Notes to Consolidated Financial Statements
(Unaudited)
Business Combinations
During the first quarter of 2017, we adopted the FASB’s guidance clarifying the definition of a business for acquisitions and dispositions. The guidance is being applied on a prospective basis. Adoption of this guidance did not have a material effect on our consolidated financial statements.
Recent Pronouncements
Goodwill
In January 2017, the FASB issued guidance simplifying the test for goodwill impairment by eliminating Step 2 from the goodwill impairment test. Step 2 measures a goodwill impairment loss by comparing the implied fair value of a reporting unit’s goodwill with the carrying amount of that goodwill. An entity should recognize an impairment charge for the amount by which the carrying amount exceeds the reporting unit’s fair value, however, the loss recognized should not exceed the total amount of goodwill allocated to that reporting unit. The guidance is to be applied on a prospective basis and is effective for interim and annual periods beginning after December 15, 2019. Early adoption is permitted for interim and annual impairment tests performed on testing dates after January 1, 2017. We do not expect this guidance to have a material effect on our consolidated financial statements.
Statement of Cash Flows
In August 2016, the FASB issued guidance which clarifies presentation of certain cash receipts and cash payments in the Statement of Cash Flows. The guidance is to be applied on a retrospective basis and is effective for interim and annual periods beginning after December 15, 2017. Early adoption is permitted and must be reflected as of the beginning of the fiscal year that includes the interim period. We are currently evaluating the impact of this guidance on our consolidated financial statements.
Leases
In February 2016, the FASB issued guidance addressing the recognition, measurement, presentation and disclosure of leases for both lessees and lessors. The new standard requires lessees to apply a dual approach, classifying leases as either finance or operating based on the principle of whether or not the lease is effectively a financed purchase by the lessee. This classification will determine whether lease expense is recognized based on an effective interest method or on a straight line basis over the term of the lease, respectively. A lessee is also required to record a right-of-use asset and a lease liability for all leases with a term of greater than 12 months regardless of their classification. Leases with a term of 12 months or less will be accounted for similar to existing guidance for operating leases today. Lessors will account for leases using an approach that is substantially equivalent to existing guidance for sales-type leases, direct financing leases and operating leases. This guidance is to be applied on a modified retrospective basis and is effective for interim and annual periods beginning after December 15, 2018. Early adoption is permitted for financial statements that have not been previously issued.

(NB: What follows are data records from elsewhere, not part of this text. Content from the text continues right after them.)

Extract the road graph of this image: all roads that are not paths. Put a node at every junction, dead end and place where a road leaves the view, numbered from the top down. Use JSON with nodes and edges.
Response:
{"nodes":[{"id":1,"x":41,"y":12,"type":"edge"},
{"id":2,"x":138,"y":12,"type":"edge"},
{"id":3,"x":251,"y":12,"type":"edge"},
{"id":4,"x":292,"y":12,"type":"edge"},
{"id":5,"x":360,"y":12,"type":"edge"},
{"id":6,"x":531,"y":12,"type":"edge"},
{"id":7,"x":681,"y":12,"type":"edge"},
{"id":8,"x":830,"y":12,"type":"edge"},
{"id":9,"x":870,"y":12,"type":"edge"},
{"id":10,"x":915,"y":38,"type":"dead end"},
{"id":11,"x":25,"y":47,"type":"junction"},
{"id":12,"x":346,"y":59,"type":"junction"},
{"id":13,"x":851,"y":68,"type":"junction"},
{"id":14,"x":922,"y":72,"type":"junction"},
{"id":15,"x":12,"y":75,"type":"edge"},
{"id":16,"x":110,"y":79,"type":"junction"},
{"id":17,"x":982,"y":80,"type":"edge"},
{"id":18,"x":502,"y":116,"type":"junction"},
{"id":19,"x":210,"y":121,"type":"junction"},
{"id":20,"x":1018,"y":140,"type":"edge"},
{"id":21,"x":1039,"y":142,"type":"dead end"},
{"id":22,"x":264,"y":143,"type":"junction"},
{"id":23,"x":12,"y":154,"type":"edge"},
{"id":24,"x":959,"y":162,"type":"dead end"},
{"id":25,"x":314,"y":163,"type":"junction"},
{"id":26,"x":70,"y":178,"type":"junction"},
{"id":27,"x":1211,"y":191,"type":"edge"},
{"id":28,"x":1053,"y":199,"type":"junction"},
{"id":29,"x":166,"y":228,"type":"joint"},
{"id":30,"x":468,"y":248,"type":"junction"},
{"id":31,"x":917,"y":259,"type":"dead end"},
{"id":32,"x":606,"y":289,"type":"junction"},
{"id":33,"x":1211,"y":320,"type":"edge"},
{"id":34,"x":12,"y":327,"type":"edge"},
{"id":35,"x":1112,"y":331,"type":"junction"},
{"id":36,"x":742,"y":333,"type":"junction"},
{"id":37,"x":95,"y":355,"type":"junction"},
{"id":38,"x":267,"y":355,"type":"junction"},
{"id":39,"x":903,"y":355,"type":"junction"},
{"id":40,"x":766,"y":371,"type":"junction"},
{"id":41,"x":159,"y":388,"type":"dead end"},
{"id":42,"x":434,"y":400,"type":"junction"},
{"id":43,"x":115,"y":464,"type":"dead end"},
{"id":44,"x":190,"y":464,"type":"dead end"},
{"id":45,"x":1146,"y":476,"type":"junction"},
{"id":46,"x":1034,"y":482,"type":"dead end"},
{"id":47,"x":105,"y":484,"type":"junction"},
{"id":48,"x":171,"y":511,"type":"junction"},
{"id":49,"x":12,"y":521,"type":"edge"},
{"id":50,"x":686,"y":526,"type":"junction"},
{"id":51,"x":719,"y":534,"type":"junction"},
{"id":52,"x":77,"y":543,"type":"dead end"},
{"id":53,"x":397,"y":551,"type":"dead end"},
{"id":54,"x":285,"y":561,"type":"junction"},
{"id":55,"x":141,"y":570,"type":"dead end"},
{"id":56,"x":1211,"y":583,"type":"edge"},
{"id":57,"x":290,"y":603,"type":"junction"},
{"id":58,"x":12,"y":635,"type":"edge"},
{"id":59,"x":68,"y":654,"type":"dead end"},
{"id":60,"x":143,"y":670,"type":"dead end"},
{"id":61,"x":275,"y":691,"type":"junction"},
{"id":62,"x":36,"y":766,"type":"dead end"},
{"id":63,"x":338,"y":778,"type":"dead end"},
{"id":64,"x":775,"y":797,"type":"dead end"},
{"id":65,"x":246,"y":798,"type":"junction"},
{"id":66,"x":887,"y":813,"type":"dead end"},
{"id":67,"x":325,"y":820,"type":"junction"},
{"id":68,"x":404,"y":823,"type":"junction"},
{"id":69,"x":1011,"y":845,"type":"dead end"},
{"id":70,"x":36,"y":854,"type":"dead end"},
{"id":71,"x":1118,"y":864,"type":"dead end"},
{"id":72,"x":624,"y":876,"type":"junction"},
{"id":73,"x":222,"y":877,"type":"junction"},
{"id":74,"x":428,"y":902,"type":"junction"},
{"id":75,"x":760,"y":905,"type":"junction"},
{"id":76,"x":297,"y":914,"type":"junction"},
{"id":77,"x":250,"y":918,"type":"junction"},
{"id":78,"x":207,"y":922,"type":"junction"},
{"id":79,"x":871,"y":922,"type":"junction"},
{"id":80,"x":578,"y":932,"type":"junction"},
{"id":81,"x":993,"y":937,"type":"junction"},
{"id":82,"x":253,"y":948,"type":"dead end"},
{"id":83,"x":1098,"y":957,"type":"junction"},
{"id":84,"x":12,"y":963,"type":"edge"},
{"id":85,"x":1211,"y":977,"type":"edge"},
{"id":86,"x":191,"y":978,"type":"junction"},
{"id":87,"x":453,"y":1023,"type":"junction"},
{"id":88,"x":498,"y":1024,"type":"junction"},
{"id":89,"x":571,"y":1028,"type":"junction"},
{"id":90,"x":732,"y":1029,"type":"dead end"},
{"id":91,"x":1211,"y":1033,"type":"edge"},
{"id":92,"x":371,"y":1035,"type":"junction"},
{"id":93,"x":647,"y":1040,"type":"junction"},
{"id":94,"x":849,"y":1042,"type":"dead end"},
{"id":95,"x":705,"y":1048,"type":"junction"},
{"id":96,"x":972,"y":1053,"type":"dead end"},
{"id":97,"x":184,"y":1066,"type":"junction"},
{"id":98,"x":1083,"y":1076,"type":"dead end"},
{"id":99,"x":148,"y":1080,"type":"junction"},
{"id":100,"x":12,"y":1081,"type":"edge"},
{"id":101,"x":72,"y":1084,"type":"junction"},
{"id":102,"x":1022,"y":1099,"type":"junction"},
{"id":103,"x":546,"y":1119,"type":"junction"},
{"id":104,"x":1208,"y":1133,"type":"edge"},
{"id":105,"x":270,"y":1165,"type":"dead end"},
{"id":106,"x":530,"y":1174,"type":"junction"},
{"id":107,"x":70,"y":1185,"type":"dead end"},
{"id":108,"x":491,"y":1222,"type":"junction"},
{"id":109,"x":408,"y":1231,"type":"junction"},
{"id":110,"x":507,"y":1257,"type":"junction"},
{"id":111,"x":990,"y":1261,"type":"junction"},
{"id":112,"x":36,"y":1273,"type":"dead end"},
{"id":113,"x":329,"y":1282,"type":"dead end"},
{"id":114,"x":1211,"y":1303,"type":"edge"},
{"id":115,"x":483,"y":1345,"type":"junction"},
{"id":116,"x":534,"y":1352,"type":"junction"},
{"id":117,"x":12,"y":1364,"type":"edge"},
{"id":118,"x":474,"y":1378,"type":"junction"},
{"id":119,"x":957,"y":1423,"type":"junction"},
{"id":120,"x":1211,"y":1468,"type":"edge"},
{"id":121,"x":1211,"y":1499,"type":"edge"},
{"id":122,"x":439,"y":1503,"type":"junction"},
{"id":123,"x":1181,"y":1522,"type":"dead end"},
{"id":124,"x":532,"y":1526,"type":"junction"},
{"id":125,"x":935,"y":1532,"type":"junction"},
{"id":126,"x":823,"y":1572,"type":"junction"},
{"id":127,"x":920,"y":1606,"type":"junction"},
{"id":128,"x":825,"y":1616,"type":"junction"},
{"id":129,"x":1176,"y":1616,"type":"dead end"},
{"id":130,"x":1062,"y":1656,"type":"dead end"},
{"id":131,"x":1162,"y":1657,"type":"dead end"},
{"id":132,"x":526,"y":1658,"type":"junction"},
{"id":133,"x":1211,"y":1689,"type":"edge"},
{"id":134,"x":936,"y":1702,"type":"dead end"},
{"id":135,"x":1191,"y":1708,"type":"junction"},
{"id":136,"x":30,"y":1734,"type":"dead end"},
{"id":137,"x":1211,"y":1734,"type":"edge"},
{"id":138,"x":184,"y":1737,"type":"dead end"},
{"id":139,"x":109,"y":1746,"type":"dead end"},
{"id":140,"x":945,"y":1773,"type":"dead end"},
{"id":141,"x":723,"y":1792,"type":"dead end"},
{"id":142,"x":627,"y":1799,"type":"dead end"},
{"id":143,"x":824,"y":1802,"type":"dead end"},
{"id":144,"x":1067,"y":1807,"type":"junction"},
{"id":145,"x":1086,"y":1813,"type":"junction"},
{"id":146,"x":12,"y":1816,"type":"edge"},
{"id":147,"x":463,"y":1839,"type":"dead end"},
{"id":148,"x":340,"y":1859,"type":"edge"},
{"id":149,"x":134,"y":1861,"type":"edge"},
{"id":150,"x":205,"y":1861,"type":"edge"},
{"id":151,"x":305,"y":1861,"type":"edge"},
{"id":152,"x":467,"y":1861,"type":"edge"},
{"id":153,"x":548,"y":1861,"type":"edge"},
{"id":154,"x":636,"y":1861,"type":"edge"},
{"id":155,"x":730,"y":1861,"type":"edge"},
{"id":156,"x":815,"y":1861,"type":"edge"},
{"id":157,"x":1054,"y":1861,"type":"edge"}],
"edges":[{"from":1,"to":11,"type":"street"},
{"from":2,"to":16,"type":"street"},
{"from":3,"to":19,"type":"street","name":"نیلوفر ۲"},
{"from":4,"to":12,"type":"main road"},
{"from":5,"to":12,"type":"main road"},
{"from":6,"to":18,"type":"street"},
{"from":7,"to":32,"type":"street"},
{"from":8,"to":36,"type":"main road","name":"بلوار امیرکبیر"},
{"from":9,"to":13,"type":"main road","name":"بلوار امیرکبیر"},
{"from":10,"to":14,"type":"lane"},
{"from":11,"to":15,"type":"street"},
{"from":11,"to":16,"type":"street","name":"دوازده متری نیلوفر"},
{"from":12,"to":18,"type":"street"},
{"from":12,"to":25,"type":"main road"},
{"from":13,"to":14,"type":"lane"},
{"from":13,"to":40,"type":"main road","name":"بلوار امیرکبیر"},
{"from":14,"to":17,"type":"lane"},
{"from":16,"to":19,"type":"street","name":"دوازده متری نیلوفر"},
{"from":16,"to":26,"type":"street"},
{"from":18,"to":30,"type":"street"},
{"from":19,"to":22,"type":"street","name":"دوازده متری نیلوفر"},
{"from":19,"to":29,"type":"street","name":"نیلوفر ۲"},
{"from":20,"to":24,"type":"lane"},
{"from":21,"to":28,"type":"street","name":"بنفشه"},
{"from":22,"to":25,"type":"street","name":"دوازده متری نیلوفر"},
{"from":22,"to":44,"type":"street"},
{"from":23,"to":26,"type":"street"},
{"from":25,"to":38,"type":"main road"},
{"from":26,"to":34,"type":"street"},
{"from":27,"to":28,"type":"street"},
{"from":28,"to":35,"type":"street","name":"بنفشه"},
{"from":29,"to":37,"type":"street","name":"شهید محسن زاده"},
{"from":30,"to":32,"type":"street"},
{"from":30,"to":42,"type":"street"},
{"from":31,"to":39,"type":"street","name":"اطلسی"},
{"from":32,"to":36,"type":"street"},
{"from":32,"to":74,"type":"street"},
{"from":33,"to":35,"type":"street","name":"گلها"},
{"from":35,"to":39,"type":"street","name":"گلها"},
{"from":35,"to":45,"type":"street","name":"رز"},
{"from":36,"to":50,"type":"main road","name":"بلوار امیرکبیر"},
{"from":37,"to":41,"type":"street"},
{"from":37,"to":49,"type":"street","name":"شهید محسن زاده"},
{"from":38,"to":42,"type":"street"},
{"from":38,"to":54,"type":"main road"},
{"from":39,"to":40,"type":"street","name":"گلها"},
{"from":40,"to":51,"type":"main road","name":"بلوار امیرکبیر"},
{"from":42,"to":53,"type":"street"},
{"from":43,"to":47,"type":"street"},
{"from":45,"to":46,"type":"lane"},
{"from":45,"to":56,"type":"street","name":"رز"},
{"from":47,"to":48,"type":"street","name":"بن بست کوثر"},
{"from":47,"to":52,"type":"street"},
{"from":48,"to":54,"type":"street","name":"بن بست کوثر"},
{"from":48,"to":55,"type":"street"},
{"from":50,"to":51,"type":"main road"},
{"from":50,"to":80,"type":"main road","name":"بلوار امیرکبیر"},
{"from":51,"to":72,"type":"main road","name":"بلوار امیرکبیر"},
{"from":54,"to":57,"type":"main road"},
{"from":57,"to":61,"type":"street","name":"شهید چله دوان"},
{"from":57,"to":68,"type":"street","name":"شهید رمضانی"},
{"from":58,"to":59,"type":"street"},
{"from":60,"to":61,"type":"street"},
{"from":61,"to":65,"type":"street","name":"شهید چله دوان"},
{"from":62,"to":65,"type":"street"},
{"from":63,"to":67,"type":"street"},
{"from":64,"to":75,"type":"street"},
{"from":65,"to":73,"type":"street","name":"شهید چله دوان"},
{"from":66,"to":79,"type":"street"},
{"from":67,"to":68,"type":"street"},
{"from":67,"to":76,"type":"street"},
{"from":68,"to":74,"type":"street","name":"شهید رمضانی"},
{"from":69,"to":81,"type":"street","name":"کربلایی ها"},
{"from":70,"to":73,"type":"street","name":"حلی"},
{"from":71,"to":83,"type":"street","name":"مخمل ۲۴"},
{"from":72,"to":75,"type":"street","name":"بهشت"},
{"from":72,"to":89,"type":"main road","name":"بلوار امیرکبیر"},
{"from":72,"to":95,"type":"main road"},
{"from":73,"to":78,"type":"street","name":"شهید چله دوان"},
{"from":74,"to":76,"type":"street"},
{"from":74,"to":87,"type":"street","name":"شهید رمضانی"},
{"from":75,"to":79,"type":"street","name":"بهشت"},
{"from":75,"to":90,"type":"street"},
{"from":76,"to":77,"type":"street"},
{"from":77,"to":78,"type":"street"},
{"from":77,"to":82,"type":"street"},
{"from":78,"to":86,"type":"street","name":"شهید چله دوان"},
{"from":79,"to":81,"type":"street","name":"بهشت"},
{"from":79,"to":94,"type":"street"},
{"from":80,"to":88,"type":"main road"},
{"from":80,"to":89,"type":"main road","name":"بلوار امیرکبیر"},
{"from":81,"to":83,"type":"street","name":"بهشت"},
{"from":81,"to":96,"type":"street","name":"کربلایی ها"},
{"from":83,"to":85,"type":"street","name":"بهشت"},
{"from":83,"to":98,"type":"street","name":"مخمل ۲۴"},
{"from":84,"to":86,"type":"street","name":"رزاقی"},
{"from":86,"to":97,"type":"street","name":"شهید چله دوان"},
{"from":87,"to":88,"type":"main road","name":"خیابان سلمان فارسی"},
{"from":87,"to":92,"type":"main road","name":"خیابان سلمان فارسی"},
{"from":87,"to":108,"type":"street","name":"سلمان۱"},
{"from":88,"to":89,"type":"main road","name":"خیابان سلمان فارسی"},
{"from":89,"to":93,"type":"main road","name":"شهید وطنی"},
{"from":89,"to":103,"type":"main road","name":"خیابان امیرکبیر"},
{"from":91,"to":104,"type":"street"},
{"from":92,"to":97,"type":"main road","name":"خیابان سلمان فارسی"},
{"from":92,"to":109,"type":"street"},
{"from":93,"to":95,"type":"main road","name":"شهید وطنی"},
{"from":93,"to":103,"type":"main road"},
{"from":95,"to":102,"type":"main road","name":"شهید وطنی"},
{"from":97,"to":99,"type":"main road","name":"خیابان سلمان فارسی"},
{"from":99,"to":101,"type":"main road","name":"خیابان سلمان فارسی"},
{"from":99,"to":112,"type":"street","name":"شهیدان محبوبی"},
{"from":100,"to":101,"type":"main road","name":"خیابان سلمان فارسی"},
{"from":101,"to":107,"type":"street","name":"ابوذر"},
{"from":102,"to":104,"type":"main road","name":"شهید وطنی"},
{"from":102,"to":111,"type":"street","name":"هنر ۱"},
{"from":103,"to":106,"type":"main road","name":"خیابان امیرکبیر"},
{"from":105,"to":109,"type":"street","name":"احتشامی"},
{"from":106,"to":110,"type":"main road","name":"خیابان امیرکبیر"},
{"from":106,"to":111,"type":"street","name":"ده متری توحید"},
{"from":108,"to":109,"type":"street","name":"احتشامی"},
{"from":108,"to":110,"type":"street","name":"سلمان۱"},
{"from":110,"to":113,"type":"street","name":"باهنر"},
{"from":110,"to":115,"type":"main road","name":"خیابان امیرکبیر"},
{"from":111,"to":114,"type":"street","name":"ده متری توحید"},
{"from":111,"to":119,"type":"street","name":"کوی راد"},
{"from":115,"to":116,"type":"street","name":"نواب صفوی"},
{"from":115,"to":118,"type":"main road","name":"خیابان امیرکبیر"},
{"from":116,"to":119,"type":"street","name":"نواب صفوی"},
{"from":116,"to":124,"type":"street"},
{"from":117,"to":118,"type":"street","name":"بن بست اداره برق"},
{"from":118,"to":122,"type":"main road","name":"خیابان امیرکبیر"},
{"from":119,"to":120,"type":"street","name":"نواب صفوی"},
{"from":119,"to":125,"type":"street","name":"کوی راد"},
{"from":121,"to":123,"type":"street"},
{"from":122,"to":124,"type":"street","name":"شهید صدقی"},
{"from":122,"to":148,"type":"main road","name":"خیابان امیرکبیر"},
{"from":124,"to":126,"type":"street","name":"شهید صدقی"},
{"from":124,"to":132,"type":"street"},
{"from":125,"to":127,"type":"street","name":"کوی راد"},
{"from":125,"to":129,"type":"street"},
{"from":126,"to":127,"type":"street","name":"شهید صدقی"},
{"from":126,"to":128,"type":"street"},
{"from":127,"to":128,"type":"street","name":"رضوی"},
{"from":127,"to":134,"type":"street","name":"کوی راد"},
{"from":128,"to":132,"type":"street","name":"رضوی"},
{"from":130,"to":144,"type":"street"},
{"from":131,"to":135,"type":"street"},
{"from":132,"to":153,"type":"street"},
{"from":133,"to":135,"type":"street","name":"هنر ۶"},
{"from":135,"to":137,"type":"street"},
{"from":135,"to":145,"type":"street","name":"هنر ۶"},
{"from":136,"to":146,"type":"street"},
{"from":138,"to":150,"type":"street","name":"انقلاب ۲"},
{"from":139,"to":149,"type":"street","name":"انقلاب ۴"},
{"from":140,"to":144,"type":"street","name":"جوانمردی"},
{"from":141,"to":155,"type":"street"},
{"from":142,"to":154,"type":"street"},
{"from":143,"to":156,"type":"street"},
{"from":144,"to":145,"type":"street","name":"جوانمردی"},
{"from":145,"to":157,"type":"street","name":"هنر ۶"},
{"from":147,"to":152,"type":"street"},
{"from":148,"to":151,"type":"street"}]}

As of December 31, 2016, we had approximately 22,600 lease agreements in the U.S. and approximately 3,200 lease agreements in Canada, the majority of which will be classified as operating leases under the new guidance. We are currently evaluating our lease contracts and planning for the implementation of this standard. This standard will require us to recognize a right-of-use asset and lease liability for the present value of minimum lease payments for operating leases with a term greater than 12 months and will have a significant impact on our consolidated financial statements. Our billboard lease revenues will continue to be recognized on a straight-line basis over their respective lease terms.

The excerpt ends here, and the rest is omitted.